* [Task to carry out]
How many lines in the records below contain the word "Σκαρίμπα"? State that number and nothing more.

Saved entries
++++++++++
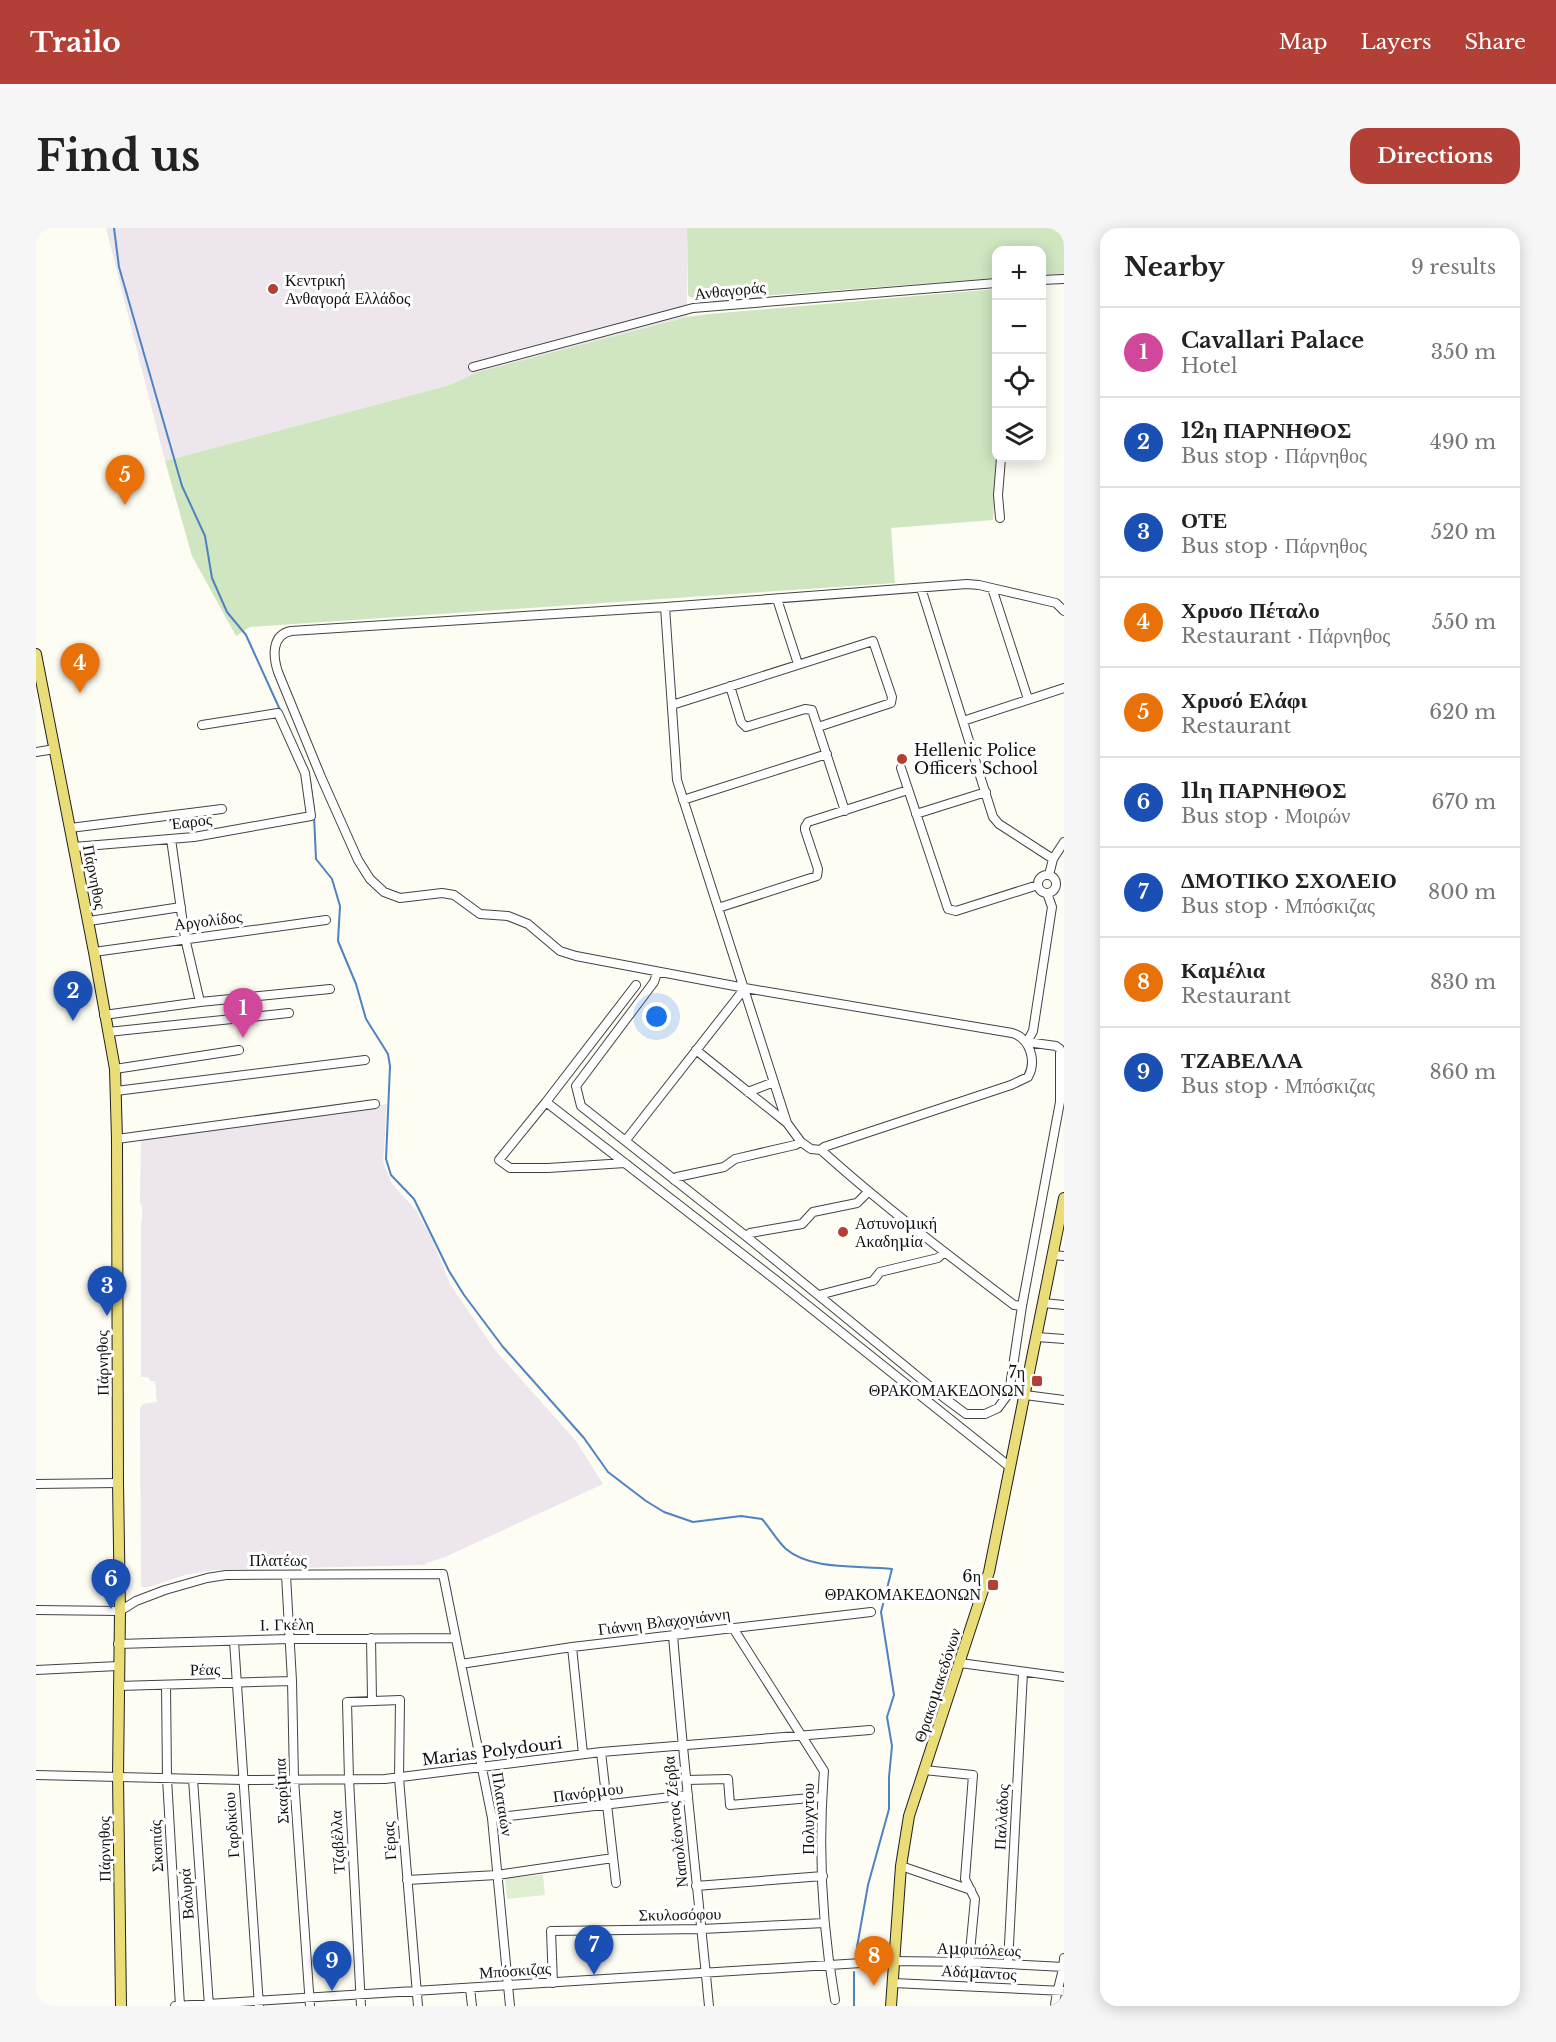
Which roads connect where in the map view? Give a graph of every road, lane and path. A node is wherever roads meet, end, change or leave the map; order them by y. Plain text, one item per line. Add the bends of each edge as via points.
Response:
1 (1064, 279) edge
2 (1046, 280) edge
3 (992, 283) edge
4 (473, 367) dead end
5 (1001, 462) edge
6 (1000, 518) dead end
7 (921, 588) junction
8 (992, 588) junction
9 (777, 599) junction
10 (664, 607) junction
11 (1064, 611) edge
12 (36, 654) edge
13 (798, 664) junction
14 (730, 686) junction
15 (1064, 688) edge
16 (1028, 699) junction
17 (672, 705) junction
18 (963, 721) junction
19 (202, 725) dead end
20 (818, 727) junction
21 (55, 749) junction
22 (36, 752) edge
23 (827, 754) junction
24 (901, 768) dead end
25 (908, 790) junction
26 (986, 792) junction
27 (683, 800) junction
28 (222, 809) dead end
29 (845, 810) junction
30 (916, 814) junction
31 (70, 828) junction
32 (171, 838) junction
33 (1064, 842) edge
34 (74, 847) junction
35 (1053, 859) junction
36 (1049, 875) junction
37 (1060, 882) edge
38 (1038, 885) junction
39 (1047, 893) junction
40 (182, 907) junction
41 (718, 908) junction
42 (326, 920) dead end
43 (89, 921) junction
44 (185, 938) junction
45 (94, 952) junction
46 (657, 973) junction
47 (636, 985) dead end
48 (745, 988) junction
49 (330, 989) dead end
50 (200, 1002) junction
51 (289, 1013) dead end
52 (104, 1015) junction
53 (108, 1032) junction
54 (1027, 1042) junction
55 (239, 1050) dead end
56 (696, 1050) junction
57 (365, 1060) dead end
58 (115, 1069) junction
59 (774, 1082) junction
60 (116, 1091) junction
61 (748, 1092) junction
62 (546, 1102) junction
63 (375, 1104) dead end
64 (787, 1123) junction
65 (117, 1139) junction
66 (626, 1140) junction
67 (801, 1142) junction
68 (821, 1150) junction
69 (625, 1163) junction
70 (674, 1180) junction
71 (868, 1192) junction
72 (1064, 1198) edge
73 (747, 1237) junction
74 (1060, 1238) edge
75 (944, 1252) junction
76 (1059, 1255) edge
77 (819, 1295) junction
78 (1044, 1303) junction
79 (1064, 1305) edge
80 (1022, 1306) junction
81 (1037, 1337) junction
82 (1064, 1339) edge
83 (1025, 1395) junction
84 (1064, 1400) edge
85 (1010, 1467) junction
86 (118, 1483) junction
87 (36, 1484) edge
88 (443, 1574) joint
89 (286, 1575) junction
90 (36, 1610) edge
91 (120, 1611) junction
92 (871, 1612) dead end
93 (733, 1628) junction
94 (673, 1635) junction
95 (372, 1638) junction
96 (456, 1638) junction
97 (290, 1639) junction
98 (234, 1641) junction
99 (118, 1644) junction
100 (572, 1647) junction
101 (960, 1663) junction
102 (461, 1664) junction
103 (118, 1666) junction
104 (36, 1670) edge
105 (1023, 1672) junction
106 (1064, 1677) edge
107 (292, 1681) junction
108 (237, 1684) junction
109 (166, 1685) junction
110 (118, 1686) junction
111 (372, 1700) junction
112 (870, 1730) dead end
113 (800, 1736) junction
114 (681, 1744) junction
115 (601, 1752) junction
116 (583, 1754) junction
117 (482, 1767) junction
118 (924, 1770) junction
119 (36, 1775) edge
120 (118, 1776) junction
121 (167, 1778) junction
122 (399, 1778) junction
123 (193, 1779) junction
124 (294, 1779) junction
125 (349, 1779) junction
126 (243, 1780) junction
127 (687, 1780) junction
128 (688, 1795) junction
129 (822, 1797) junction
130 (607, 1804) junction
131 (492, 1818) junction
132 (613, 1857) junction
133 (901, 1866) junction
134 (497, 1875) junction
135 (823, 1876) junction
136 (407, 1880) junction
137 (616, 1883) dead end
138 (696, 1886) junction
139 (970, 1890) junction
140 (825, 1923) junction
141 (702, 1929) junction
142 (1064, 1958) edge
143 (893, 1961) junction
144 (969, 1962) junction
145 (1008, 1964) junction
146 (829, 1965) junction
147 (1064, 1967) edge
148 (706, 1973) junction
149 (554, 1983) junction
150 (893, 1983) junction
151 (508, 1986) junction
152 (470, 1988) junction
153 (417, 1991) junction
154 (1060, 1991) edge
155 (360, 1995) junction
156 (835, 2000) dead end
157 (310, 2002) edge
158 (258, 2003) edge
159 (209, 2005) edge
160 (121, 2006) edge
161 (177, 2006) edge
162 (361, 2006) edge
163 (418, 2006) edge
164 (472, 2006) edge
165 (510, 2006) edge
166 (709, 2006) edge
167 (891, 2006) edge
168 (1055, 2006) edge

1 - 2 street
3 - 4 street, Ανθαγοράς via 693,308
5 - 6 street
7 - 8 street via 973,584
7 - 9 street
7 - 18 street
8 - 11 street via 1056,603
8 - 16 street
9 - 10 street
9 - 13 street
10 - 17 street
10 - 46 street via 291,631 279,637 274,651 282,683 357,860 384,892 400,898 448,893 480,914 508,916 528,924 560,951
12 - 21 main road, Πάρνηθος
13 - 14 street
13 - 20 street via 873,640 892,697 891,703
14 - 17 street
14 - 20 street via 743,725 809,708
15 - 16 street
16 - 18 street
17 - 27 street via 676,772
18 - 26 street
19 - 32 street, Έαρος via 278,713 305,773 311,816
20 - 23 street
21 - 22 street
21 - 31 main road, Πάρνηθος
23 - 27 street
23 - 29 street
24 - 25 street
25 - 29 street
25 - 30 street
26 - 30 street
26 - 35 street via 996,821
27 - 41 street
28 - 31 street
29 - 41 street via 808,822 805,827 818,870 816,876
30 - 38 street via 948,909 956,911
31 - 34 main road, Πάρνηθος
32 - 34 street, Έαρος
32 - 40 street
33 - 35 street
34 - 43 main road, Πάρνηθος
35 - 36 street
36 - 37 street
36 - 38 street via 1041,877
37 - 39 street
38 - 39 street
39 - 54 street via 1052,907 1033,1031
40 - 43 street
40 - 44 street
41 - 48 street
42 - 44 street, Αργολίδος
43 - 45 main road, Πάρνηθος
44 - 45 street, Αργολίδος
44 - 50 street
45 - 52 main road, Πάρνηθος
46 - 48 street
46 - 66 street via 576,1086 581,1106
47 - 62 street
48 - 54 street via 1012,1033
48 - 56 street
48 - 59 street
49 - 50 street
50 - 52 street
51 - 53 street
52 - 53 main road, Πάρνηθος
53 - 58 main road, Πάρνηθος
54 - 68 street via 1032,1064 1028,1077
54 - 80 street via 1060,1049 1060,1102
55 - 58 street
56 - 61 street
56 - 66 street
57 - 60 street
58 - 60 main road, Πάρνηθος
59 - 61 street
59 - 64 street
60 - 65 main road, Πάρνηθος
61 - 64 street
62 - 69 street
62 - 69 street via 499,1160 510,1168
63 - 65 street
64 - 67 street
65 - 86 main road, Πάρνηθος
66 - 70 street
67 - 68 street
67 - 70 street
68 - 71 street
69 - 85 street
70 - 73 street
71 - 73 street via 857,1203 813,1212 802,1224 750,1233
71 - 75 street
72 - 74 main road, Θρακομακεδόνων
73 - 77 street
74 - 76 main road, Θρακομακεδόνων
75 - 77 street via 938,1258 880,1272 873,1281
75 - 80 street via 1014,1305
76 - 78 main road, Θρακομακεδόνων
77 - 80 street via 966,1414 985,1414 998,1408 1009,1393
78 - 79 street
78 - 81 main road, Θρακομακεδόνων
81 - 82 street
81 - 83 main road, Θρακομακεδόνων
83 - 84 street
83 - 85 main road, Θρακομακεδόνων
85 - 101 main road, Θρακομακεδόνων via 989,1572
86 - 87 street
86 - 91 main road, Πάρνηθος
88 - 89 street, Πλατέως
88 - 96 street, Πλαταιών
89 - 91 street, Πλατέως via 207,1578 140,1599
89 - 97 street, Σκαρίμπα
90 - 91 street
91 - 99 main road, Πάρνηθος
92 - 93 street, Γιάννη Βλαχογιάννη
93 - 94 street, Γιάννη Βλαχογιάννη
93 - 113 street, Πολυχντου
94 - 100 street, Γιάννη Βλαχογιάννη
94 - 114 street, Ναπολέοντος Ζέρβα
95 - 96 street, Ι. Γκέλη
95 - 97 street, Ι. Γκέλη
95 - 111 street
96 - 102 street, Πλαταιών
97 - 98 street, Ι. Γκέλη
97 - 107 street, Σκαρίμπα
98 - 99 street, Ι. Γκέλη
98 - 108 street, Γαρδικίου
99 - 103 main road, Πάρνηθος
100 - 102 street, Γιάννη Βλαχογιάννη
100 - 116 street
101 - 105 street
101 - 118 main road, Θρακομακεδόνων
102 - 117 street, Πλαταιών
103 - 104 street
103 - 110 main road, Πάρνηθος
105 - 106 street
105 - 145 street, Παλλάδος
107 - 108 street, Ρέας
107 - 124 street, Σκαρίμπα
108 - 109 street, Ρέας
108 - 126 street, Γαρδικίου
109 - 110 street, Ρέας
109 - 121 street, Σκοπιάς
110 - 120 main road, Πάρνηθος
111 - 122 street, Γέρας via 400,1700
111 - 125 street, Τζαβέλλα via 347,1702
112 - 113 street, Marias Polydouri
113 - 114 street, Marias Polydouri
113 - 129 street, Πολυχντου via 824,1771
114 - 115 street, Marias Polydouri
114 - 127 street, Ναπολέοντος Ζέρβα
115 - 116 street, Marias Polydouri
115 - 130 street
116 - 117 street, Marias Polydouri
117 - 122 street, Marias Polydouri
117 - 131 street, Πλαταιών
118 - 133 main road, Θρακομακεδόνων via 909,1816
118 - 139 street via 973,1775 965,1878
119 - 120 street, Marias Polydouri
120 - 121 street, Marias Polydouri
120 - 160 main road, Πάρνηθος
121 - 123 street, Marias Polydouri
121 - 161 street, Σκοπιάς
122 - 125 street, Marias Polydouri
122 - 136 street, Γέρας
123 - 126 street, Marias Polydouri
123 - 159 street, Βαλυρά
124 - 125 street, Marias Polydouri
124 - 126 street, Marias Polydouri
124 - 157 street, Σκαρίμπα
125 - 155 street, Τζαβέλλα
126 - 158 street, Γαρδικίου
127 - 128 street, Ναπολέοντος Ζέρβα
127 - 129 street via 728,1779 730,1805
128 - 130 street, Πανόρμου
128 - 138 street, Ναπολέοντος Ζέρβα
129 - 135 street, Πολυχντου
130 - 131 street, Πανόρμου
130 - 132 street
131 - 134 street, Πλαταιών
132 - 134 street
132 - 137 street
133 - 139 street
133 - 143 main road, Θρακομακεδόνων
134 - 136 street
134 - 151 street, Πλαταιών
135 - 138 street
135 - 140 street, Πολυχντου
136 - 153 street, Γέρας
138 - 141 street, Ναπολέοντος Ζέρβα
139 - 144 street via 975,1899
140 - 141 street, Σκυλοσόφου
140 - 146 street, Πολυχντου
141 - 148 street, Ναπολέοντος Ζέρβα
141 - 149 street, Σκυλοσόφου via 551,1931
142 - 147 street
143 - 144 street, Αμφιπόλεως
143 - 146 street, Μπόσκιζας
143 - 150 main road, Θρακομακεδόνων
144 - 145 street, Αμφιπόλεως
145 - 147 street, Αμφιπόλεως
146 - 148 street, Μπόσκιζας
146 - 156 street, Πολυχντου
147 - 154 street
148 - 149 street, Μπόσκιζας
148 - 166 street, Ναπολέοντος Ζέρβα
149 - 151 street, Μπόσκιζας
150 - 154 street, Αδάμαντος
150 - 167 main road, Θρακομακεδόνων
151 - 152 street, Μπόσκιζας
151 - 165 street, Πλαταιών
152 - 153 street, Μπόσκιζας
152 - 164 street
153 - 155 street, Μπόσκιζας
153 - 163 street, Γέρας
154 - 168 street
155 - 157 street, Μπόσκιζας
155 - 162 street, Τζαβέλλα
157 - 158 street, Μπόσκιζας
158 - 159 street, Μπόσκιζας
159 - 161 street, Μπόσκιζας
++++++++++
* [Exercise response]
4